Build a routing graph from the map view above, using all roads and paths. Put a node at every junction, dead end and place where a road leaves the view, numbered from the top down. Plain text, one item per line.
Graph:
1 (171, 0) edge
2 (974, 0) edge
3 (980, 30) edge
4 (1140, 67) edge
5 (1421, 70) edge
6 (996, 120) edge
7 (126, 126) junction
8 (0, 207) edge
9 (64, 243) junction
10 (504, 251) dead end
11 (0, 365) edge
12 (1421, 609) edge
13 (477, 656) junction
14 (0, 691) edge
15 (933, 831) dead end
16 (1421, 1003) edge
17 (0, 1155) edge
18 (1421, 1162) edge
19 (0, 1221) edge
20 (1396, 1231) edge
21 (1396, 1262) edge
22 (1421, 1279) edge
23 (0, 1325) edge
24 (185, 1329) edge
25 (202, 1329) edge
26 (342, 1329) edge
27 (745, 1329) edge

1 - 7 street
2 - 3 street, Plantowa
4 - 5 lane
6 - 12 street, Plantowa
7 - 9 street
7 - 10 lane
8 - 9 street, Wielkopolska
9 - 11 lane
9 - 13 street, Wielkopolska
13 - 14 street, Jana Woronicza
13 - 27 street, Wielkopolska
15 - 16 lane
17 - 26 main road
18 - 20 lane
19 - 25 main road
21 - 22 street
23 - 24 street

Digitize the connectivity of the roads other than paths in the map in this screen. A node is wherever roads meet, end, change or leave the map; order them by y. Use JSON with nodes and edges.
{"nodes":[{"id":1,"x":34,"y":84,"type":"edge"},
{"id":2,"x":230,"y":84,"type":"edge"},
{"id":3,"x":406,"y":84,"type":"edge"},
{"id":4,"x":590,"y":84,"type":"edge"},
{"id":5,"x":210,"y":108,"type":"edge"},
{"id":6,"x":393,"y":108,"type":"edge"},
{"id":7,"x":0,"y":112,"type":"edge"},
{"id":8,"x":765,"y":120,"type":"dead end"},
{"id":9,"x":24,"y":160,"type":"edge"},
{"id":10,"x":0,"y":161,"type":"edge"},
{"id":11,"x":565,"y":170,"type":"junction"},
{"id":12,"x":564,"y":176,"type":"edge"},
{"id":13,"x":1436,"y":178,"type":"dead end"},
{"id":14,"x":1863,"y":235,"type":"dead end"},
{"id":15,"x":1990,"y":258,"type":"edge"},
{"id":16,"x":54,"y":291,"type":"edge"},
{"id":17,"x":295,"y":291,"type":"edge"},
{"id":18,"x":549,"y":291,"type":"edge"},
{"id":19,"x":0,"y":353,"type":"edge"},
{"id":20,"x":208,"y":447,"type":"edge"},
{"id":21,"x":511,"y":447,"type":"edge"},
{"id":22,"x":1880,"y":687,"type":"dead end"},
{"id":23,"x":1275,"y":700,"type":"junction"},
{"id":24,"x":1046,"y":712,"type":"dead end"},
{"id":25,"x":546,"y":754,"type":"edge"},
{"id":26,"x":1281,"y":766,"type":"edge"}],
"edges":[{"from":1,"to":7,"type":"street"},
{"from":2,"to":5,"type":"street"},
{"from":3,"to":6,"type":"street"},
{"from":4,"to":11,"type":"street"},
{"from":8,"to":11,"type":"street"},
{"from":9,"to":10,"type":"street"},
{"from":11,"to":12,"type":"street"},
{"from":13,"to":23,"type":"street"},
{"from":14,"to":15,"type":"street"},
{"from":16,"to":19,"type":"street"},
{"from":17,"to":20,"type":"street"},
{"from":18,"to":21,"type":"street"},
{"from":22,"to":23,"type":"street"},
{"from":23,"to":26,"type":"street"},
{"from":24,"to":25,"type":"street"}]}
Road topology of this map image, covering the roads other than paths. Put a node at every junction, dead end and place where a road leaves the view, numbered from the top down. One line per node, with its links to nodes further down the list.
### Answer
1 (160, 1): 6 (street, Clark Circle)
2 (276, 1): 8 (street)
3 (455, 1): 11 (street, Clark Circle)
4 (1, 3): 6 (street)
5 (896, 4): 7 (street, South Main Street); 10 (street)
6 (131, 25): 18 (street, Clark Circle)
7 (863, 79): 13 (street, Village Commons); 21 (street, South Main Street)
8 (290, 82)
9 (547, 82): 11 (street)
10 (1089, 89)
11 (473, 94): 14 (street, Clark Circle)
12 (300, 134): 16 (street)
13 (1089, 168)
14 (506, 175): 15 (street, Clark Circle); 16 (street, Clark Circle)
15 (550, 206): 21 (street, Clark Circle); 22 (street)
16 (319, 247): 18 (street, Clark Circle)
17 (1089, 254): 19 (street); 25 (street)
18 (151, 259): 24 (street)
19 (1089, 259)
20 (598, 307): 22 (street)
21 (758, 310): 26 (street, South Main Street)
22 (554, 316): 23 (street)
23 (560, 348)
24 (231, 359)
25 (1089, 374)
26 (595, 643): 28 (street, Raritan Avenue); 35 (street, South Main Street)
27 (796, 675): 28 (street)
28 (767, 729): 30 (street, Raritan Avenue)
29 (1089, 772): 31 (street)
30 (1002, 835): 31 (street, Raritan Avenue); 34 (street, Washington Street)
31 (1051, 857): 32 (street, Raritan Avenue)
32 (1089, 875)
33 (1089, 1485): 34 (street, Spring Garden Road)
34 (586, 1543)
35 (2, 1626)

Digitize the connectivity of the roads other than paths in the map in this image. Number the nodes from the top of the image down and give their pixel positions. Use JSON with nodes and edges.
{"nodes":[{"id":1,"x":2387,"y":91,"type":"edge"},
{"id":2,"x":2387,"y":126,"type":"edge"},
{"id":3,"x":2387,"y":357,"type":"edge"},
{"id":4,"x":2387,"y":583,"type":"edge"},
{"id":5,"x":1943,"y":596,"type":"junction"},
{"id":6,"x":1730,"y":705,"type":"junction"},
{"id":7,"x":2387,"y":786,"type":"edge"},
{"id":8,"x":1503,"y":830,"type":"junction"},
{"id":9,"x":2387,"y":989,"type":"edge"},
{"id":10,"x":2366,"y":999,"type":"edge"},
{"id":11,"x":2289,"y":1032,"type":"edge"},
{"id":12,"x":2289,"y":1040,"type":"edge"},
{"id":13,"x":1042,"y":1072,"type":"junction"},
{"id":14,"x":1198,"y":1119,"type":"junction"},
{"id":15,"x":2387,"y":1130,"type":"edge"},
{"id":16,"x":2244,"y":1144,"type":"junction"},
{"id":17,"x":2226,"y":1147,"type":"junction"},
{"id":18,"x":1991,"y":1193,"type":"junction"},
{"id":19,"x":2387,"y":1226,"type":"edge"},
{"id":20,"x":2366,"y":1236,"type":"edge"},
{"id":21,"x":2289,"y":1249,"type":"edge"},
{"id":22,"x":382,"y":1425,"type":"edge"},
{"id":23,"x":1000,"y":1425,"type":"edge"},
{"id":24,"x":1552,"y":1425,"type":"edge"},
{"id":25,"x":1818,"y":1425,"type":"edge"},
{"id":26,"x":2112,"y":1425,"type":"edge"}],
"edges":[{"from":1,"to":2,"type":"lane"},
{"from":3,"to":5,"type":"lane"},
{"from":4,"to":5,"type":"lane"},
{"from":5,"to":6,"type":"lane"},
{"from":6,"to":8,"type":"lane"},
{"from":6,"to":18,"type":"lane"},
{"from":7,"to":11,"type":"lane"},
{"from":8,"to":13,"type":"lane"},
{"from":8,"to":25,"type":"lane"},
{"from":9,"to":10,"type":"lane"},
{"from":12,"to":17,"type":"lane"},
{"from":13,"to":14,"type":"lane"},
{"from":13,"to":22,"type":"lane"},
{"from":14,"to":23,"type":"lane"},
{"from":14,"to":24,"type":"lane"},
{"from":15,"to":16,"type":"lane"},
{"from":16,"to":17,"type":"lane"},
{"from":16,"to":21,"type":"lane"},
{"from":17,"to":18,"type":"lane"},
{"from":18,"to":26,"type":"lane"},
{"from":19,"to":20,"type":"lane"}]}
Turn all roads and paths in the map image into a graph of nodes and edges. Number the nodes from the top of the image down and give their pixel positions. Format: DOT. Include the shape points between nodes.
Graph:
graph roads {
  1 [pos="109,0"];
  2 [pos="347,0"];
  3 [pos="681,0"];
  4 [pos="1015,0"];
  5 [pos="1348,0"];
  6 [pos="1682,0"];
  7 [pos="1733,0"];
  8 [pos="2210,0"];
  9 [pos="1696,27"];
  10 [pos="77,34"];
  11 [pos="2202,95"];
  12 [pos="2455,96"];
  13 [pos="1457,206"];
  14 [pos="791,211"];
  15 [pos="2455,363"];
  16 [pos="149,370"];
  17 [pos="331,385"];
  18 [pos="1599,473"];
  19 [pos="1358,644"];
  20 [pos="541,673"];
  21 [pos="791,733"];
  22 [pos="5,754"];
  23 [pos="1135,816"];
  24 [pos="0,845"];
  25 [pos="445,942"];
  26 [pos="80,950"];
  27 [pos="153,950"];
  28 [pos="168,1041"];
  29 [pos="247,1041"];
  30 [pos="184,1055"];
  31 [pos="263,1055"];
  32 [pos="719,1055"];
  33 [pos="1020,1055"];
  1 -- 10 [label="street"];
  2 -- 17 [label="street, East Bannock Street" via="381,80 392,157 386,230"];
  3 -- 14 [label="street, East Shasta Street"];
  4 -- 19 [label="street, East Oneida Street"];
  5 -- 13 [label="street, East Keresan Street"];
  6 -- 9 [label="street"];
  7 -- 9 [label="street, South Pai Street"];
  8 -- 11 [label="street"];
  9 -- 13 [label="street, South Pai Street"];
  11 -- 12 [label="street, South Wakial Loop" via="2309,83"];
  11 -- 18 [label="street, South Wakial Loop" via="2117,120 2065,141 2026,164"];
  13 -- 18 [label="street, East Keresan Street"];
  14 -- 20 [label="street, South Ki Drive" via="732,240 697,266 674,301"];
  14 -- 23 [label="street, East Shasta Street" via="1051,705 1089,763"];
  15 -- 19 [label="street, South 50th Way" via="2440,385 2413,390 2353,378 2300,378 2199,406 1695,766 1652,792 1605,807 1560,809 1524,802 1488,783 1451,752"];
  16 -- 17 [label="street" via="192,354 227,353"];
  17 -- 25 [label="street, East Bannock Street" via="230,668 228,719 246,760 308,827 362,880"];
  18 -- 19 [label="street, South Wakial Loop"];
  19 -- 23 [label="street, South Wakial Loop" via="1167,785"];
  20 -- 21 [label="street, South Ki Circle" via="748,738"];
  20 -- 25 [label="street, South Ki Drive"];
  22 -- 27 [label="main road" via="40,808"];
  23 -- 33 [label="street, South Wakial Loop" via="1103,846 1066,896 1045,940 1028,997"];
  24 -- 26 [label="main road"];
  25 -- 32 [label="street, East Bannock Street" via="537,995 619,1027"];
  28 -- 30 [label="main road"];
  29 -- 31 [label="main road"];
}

________________________

* Required action: Where does the string "Clark" occur in the listing above? Return every line that contains it.

* Result for this task:
1 (160, 1): 6 (street, Clark Circle)
3 (455, 1): 11 (street, Clark Circle)
6 (131, 25): 18 (street, Clark Circle)
11 (473, 94): 14 (street, Clark Circle)
14 (506, 175): 15 (street, Clark Circle); 16 (street, Clark Circle)
15 (550, 206): 21 (street, Clark Circle); 22 (street)
16 (319, 247): 18 (street, Clark Circle)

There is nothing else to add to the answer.